We shouldn’t. Of course we can and should read labels, and buy accordingly, but we shouldn’t need degrees in chemistry to purchase safe products that are what they say they are: organic. In Europe, organic health and beauty products are monitored just as foodstuffs are. Now, in the U.S., we tend to be persuaded by the logic of individualism: leave it to the consumer to decide what he or she wants to buy, not the government.
That’s all fine and dandy, but shouldn’t customers have the right to expect that those products labeled as organic… are actually organic? After all, we pay taxes to Uncle Sam every April 15 precisely for this kind of oversight. And we have it for our foodstuffs, just not for other products. So I’m not proposing more of a ‘nanny state’; just a logical extension of already existing regulations of foodstuff labeling to be extended to non-foodstuffs.
As parents, we need to be able to trust that the products we buy are what they say they are. For children who have allergies or other conditions, such mislabeling can be fatal. For my daughter, it wasn’t fatal, but she did get a rash from one so-called organic product that now has been revealed to be… full of yummy petrochemicals! I was delighted that two of my favorite brands, Dr. Hauscha and Dr. Bonner’s are both petrochemical-free. Dr. Hauscha, as a German product, has the benefit of the superior regulation of the EU of such labeling.

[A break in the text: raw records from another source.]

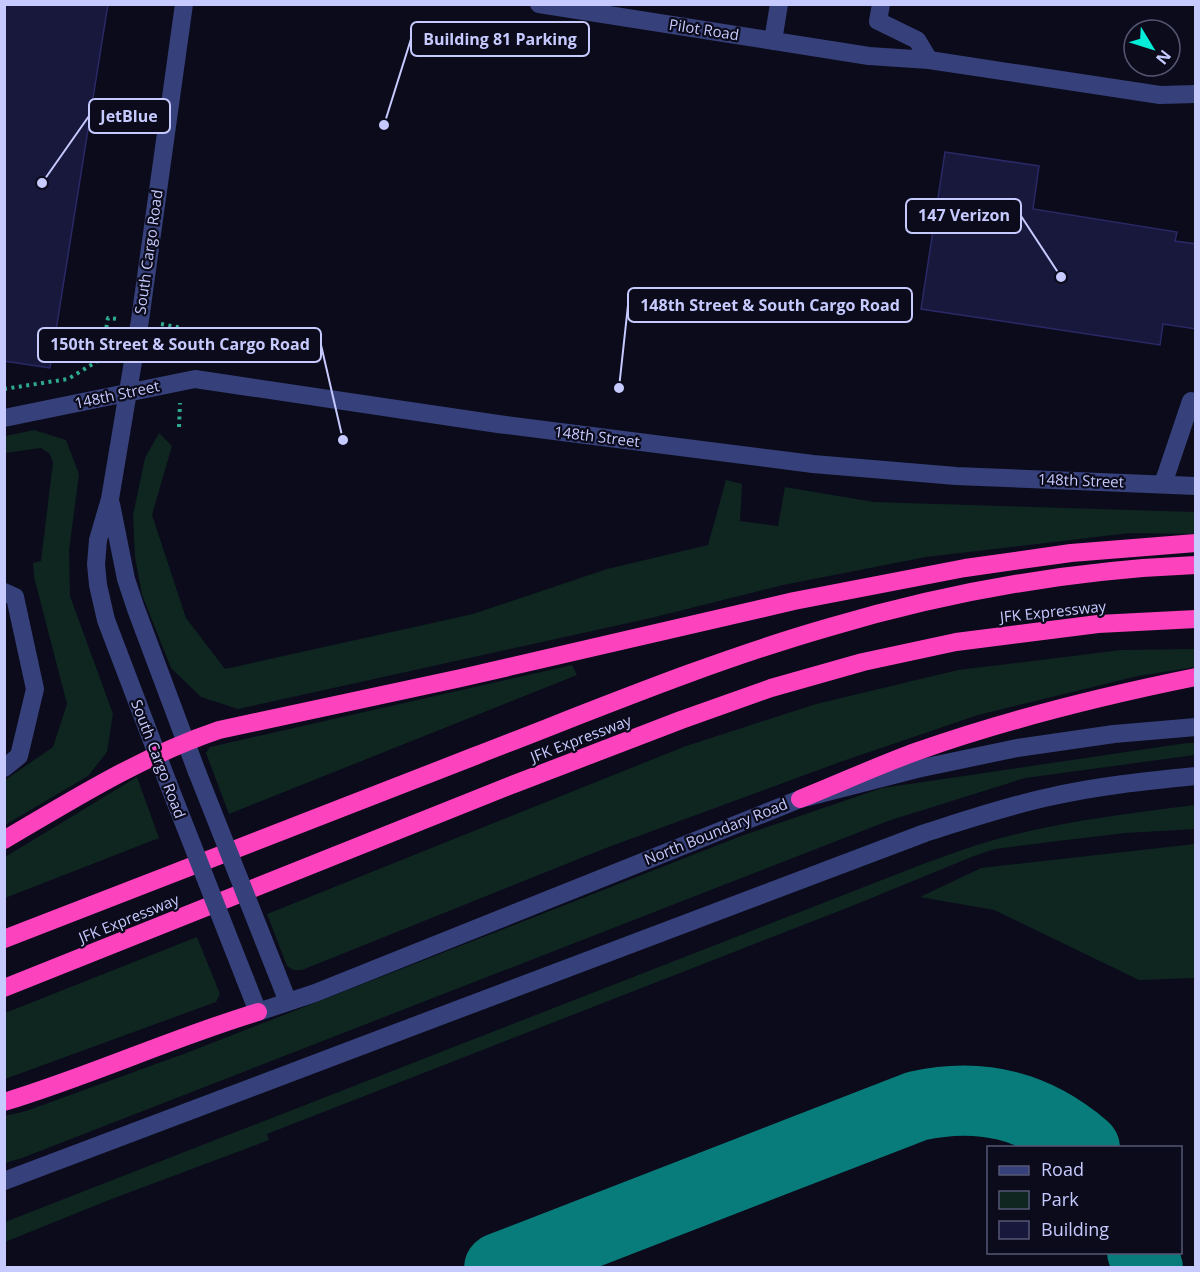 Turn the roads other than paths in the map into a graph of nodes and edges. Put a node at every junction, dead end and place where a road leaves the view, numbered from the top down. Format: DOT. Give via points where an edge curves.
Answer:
graph roads {
  1 [pos="184,4"];
  2 [pos="539,4"];
  3 [pos="778,4"];
  4 [pos="881,4"];
  5 [pos="773,41"];
  6 [pos="929,60"];
  7 [pos="1196,94"];
  8 [pos="127,393"];
  9 [pos="1196,408"];
  10 [pos="4,418"];
  11 [pos="1163,484"];
  12 [pos="1196,486"];
  13 [pos="110,499"];
  14 [pos="1196,543"];
  15 [pos="1196,565"];
  16 [pos="4,592"];
  17 [pos="1196,619"];
  18 [pos="1196,677"];
  19 [pos="1196,727"];
  20 [pos="186,742"];
  21 [pos="157,755"];
  22 [pos="4,768"];
  23 [pos="1196,776"];
  24 [pos="800,799"];
  25 [pos="4,840"];
  26 [pos="4,939"];
  27 [pos="4,988"];
  28 [pos="288,1002"];
  29 [pos="258,1012"];
  30 [pos="4,1101"];
  31 [pos="4,1181"];
  1 -- 8 [label="street, South Cargo Road"];
  2 -- 5 [label="street, Pilot Road"];
  3 -- 5 [label="street"];
  4 -- 6 [label="street" via="878,21 917,40"];
  5 -- 6 [label="street, Pilot Road" via="869,56"];
  6 -- 7 [label="street, Pilot Road" via="1160,95"];
  8 -- 10 [label="street, 148th Street"];
  8 -- 11 [label="street, 148th Street" via="195,379 813,464 956,476"];
  8 -- 13 [label="street, South Cargo Road"];
  9 -- 11 [label="street" via="1191,401"];
  11 -- 12 [label="street, 148th Street"];
  13 -- 20 [label="street, South Cargo Road" via="132,599"];
  13 -- 21 [label="street, South Cargo Road" via="98,540 96,564 101,604"];
  14 -- 20 [label="highway" via="1017,560 794,601 241,725"];
  15 -- 26 [label="highway, JFK Expressway" via="1019,584 887,612 786,640 650,688"];
  16 -- 22 [label="street" via="15,597 35,689 19,756"];
  17 -- 27 [label="highway, JFK Expressway" via="1098,624 980,638 863,662 771,688 504,788"];
  18 -- 24 [label="highway" via="1000,724 916,752"];
  19 -- 24 [label="street, North Boundary Road" via="1017,748"];
  20 -- 21 [label="highway"];
  20 -- 28 [label="street, South Cargo Road, bridge"];
  21 -- 25 [label="highway"];
  21 -- 29 [label="street, South Cargo Road, bridge"];
  23 -- 31 [label="street" via="1049,797 925,833"];
  24 -- 28 [label="street, North Boundary Road"];
  28 -- 29 [label="street, North Boundary Road"];
  29 -- 30 [label="highway"];
} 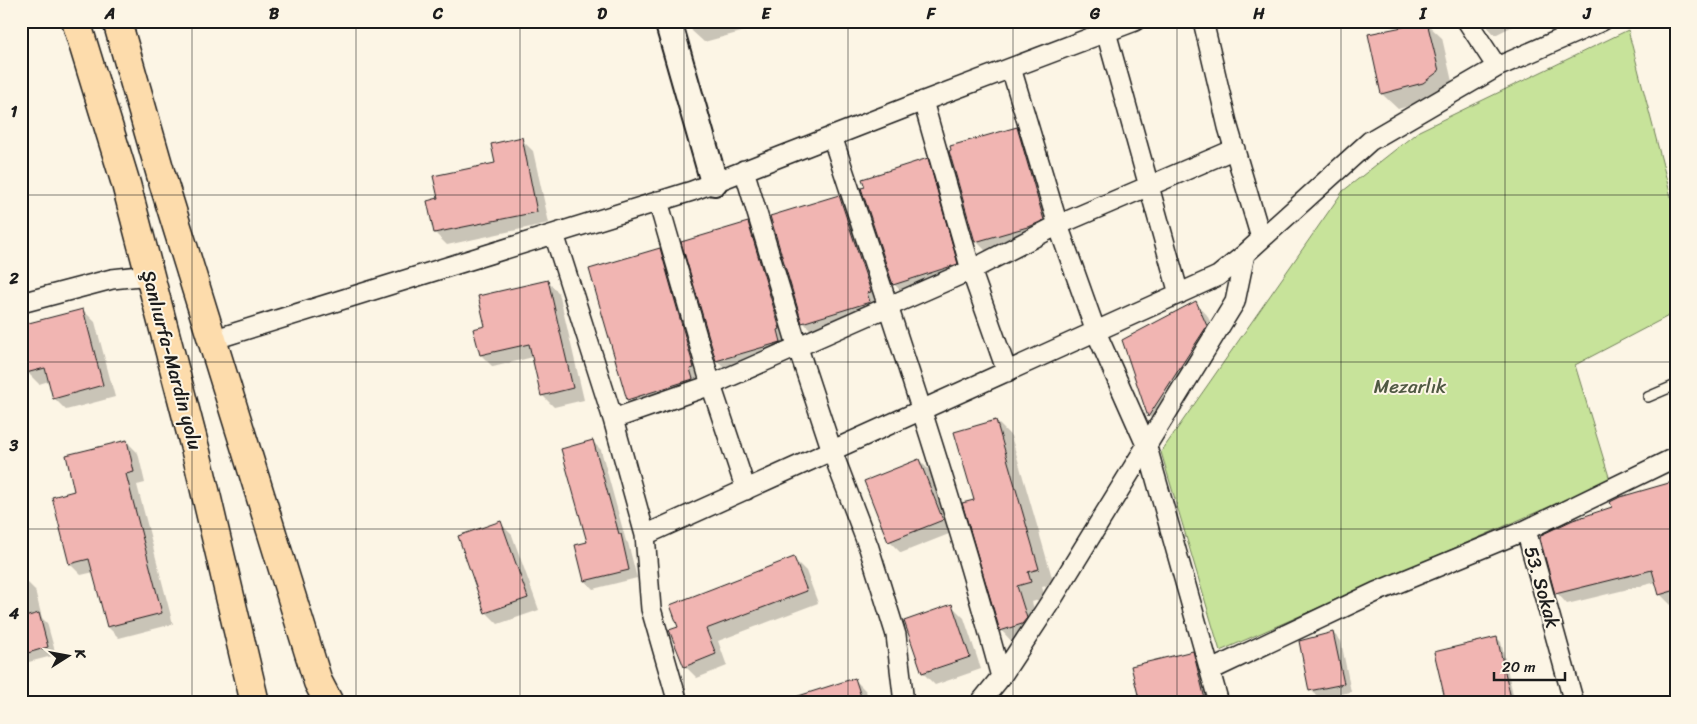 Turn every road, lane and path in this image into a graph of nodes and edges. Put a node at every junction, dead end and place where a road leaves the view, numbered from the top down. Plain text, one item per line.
1 (76, 21) edge
2 (117, 21) edge
3 (668, 21) edge
4 (1135, 21) edge
5 (1203, 21) edge
6 (1467, 21) edge
7 (1602, 21) edge
8 (1106, 32) junction
9 (1497, 67) junction
10 (1012, 68) junction
11 (924, 100) junction
12 (832, 136) junction
13 (1235, 149) junction
14 (744, 170) junction
15 (714, 182) junction
16 (1149, 186) junction
17 (658, 201) junction
18 (1058, 224) junction
19 (554, 234) junction
20 (1261, 238) junction
21 (1245, 254) junction
22 (970, 270) junction
23 (149, 275) junction
24 (1179, 294) junction
25 (21, 303) edge
26 (888, 306) junction
27 (1096, 332) junction
28 (212, 340) junction
29 (798, 346) junction
30 (1007, 372) junction
31 (711, 385) junction
32 (1676, 385) edge
33 (1648, 397) dead end
34 (923, 410) junction
35 (613, 419) junction
36 (1147, 447) junction
37 (832, 451) junction
38 (1676, 457) edge
39 (746, 490) junction
40 (1526, 530) junction
41 (645, 536) junction
42 (1210, 670) junction
43 (1001, 677) junction
44 (255, 703) edge
45 (329, 703) edge
46 (678, 703) edge
47 (904, 703) edge
48 (980, 703) edge
49 (1219, 703) edge
50 (1574, 703) edge

1 - 23 highway, Şanlıurfa-Mardin yolu
2 - 28 highway
3 - 15 street
4 - 8 street
5 - 13 street
6 - 9 street
7 - 9 street
8 - 10 street
8 - 16 street
9 - 20 street
10 - 11 street
10 - 18 street
11 - 12 street
11 - 22 street
12 - 14 street
12 - 26 street
13 - 16 street
13 - 20 street
14 - 15 street
14 - 29 street
15 - 17 street
16 - 18 street
16 - 24 street
17 - 19 street
17 - 31 street
18 - 22 street
18 - 27 street
19 - 28 street
19 - 35 street
20 - 21 street
21 - 24 street
21 - 36 street
22 - 26 street
22 - 30 street
23 - 25 street
23 - 44 highway, Şanlıurfa-Mardin yolu
24 - 27 street
26 - 29 street
26 - 34 street
27 - 30 street
27 - 36 street
28 - 45 highway
29 - 31 street
29 - 37 street
30 - 34 street
31 - 35 street
31 - 39 street
32 - 33 lane
34 - 37 street
34 - 43 street
35 - 41 street
36 - 42 street
36 - 43 street
37 - 39 street
37 - 47 street
38 - 40 street
39 - 41 street
40 - 42 street
40 - 50 street, 53. Sokak
41 - 46 street
42 - 49 street
43 - 48 street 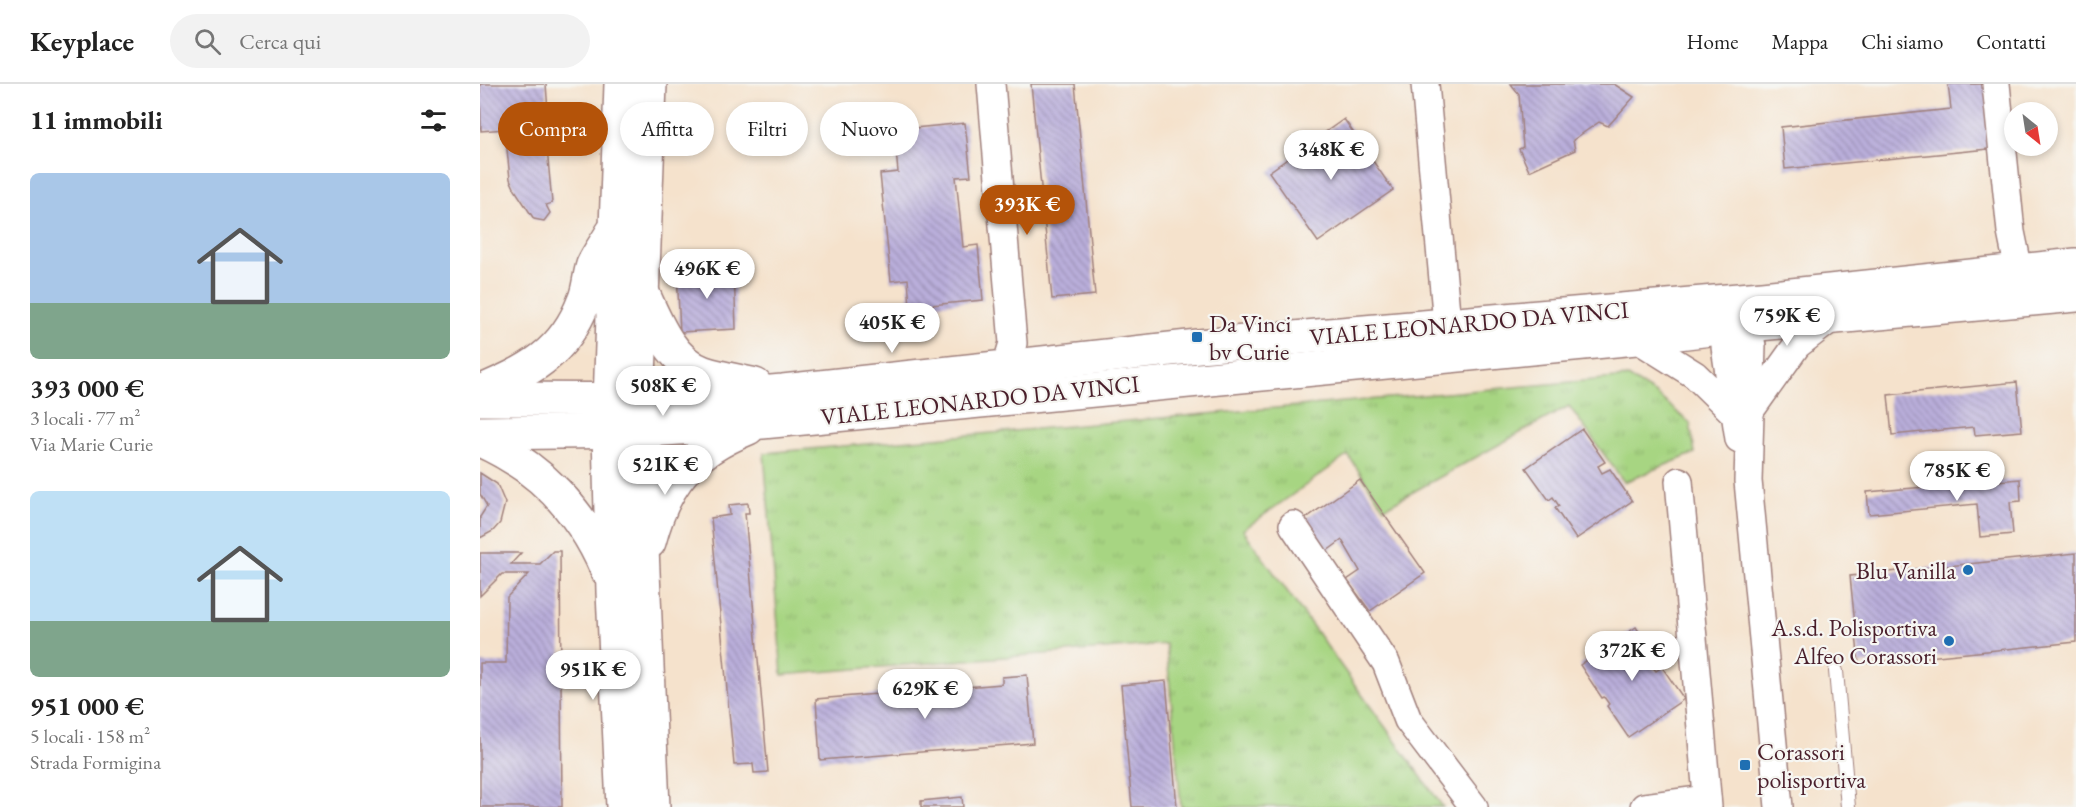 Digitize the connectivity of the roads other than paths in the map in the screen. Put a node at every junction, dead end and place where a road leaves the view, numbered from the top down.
1 (621, 84) edge
2 (650, 84) edge
3 (991, 84) edge
4 (1425, 84) edge
5 (1996, 84) edge
6 (616, 227) junction
7 (2076, 265) edge
8 (2022, 285) junction
9 (641, 288) junction
10 (2076, 295) edge
11 (1762, 298) junction
12 (1833, 317) junction
13 (1736, 326) junction
14 (1636, 338) junction
15 (1449, 340) junction
16 (1012, 382) junction
17 (783, 391) junction
18 (480, 392) edge
19 (480, 399) edge
20 (1741, 412) junction
21 (623, 415) junction
22 (762, 422) junction
23 (480, 433) edge
24 (480, 440) edge
25 (1678, 481) dead end
26 (1293, 525) dead end
27 (643, 564) junction
28 (613, 592) junction
29 (1836, 671) dead end
30 (1707, 803) edge
31 (623, 807) edge
32 (653, 807) edge
33 (1474, 807) edge
34 (1644, 807) edge
35 (1779, 807) edge
36 (1848, 807) edge

1 - 6 street
2 - 9 street
3 - 16 street
4 - 15 street
5 - 8 street
6 - 18 street
6 - 21 street
7 - 8 street, VIALE LEONARDO DA VINCI
8 - 10 street, VIALE LEONARDO DA VINCI
8 - 11 street, VIALE LEONARDO DA VINCI
8 - 12 street, VIALE LEONARDO DA VINCI
9 - 17 street
9 - 21 street
11 - 13 street
11 - 15 street, VIALE LEONARDO DA VINCI
12 - 13 street, VIALE LEONARDO DA VINCI
12 - 20 street
13 - 14 street, VIALE LEONARDO DA VINCI
13 - 20 street
14 - 15 street, VIALE LEONARDO DA VINCI
14 - 20 street
15 - 16 street, VIALE LEONARDO DA VINCI
16 - 17 street, VIALE LEONARDO DA VINCI
16 - 22 street, VIALE LEONARDO DA VINCI
17 - 21 street, VIALE LEONARDO DA VINCI
19 - 21 street
20 - 35 street
21 - 22 street, VIALE LEONARDO DA VINCI
21 - 23 street
21 - 27 street
21 - 28 street
22 - 27 street
24 - 28 street
25 - 30 street
26 - 33 street
27 - 32 street
28 - 31 street
29 - 36 lane
30 - 34 street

I hope you’ll join me in writing letters to and boycotting those companies engaging in this sort of deceptive practices. And I also hope you’ll spark a discussion here and in other queer/progressive parenting communities about how to make the organic moniker more than a branding tool! Our kids’ health—and our wallets—depend on it.
Parents, share your thoughts here on this… and make sure to check the list to make sure you’re not shelling out big bucks for toxin-laden ‘organics’. I’m going to go take a (hopefully) petrochemical-free bath with my daughter, and wash off the bad taste this corporate hoodwinkery leaves in my mouth.